#### Stored data

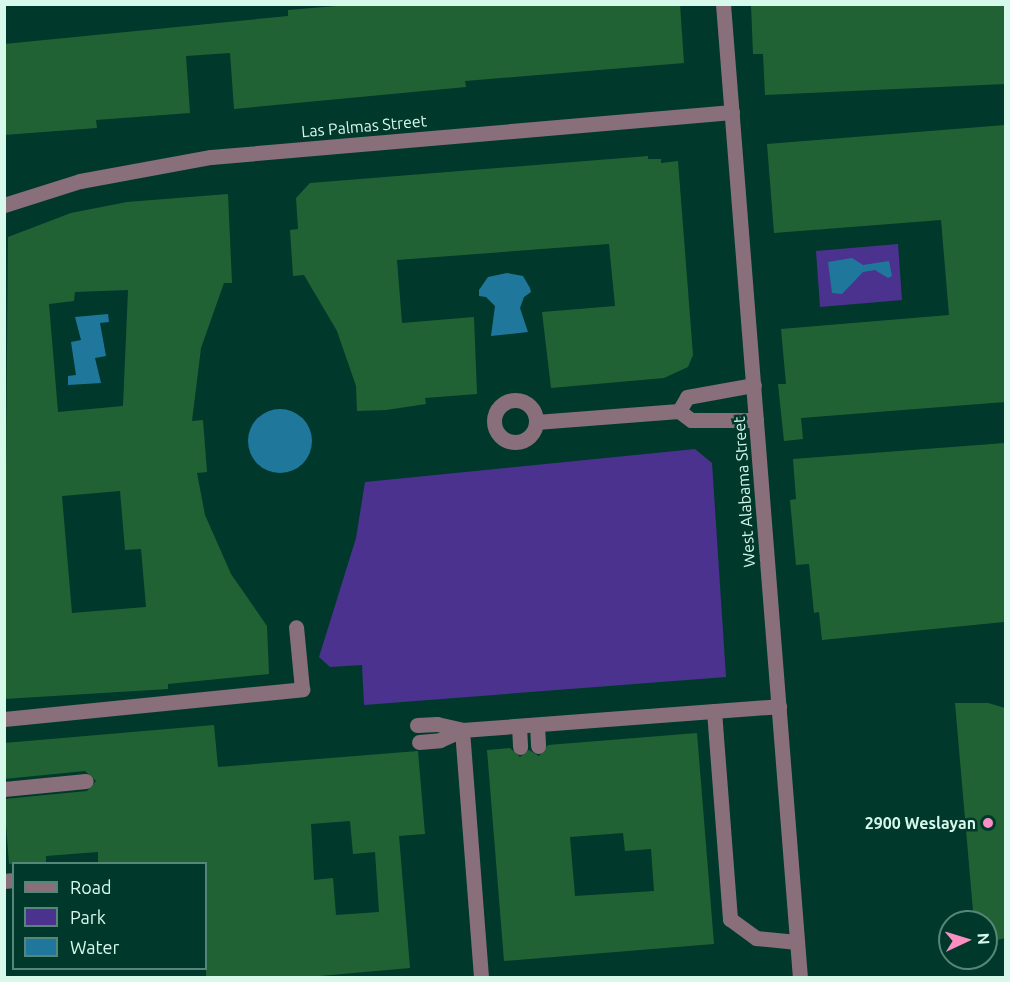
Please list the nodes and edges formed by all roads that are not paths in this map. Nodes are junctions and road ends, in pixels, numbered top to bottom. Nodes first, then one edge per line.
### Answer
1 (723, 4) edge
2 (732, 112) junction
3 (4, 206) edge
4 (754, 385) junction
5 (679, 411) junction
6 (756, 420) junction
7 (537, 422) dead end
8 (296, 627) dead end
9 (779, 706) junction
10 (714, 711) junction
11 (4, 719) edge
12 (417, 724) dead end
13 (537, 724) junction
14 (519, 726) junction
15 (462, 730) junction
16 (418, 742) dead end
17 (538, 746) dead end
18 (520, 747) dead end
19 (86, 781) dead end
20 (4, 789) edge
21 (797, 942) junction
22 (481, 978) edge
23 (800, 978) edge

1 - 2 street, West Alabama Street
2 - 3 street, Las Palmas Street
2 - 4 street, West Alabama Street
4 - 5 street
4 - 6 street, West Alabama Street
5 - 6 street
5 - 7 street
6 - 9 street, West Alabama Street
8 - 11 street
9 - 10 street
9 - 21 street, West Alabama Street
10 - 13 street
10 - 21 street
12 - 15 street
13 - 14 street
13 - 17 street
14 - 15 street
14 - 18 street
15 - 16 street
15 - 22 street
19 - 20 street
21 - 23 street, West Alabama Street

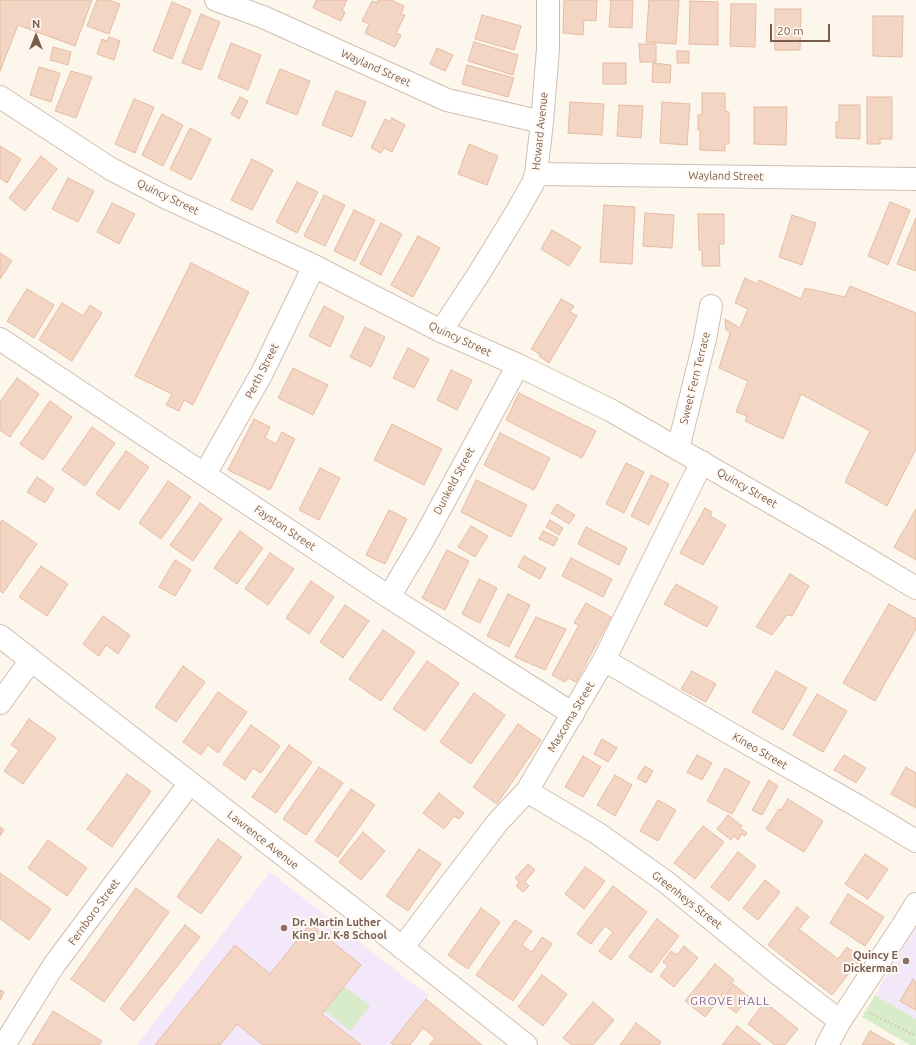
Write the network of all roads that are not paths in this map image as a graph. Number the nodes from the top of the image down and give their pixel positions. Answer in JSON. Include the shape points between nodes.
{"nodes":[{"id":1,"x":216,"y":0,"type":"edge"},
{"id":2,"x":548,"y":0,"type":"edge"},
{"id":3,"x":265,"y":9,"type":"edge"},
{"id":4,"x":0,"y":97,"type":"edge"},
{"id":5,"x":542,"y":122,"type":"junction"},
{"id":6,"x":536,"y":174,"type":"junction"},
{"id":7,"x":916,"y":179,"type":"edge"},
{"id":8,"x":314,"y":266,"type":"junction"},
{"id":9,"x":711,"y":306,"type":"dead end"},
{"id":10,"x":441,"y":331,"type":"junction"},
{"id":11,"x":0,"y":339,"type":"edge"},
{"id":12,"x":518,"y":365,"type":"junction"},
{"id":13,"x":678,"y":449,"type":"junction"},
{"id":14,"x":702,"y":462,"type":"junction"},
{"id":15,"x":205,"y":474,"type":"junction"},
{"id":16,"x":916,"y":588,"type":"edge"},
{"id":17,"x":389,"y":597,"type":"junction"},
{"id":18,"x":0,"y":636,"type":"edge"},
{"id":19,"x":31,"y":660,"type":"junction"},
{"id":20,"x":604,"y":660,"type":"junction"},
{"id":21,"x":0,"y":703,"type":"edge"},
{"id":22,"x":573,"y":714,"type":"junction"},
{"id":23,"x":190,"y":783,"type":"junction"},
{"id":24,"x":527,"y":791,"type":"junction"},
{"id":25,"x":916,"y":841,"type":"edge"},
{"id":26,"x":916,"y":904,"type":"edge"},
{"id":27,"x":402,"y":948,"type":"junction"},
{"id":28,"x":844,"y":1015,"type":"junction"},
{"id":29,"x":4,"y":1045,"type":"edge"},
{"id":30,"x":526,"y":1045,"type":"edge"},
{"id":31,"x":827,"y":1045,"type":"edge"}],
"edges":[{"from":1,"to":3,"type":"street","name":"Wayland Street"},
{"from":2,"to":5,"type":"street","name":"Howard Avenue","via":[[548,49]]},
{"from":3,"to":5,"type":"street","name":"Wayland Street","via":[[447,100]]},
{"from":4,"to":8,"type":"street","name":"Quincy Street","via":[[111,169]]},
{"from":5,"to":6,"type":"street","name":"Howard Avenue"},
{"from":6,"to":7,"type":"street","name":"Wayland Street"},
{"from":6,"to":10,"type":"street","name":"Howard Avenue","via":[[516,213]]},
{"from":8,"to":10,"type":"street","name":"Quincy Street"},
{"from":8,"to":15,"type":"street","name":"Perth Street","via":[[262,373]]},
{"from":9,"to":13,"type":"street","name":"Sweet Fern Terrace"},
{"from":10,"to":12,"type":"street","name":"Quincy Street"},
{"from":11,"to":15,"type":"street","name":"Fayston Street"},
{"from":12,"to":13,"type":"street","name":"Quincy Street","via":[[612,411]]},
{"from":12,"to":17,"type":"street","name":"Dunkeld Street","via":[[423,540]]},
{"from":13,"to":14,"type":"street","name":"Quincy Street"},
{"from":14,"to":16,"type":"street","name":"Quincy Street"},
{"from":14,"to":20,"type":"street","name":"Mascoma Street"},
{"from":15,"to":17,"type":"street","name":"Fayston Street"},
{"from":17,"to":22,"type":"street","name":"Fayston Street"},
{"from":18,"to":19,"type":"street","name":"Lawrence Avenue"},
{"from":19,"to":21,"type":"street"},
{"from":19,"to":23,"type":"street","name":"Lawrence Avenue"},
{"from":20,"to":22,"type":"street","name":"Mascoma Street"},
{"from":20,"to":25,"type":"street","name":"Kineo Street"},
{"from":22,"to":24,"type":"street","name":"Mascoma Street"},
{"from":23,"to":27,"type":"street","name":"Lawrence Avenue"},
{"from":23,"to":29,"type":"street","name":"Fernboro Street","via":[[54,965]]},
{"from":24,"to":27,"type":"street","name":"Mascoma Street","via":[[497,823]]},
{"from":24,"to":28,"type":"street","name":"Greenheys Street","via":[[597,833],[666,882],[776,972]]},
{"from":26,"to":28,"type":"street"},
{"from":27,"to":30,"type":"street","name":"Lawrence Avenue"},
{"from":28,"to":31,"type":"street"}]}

########

_Task requirements_
Check every line of the entries above, and copy those that carry the string "this".

_Exercise output_
Please list the nodes and edges formed by all roads that are not paths in this map. Nodes are junctions and road ends, in pixels, numbered top to bottom. Nodes first, then one edge per line.
Write the network of all roads that are not paths in this map image as a graph. Number the nodes from the top of the image down and give their pixel positions. Answer in JSON. Include the shape points between nodes.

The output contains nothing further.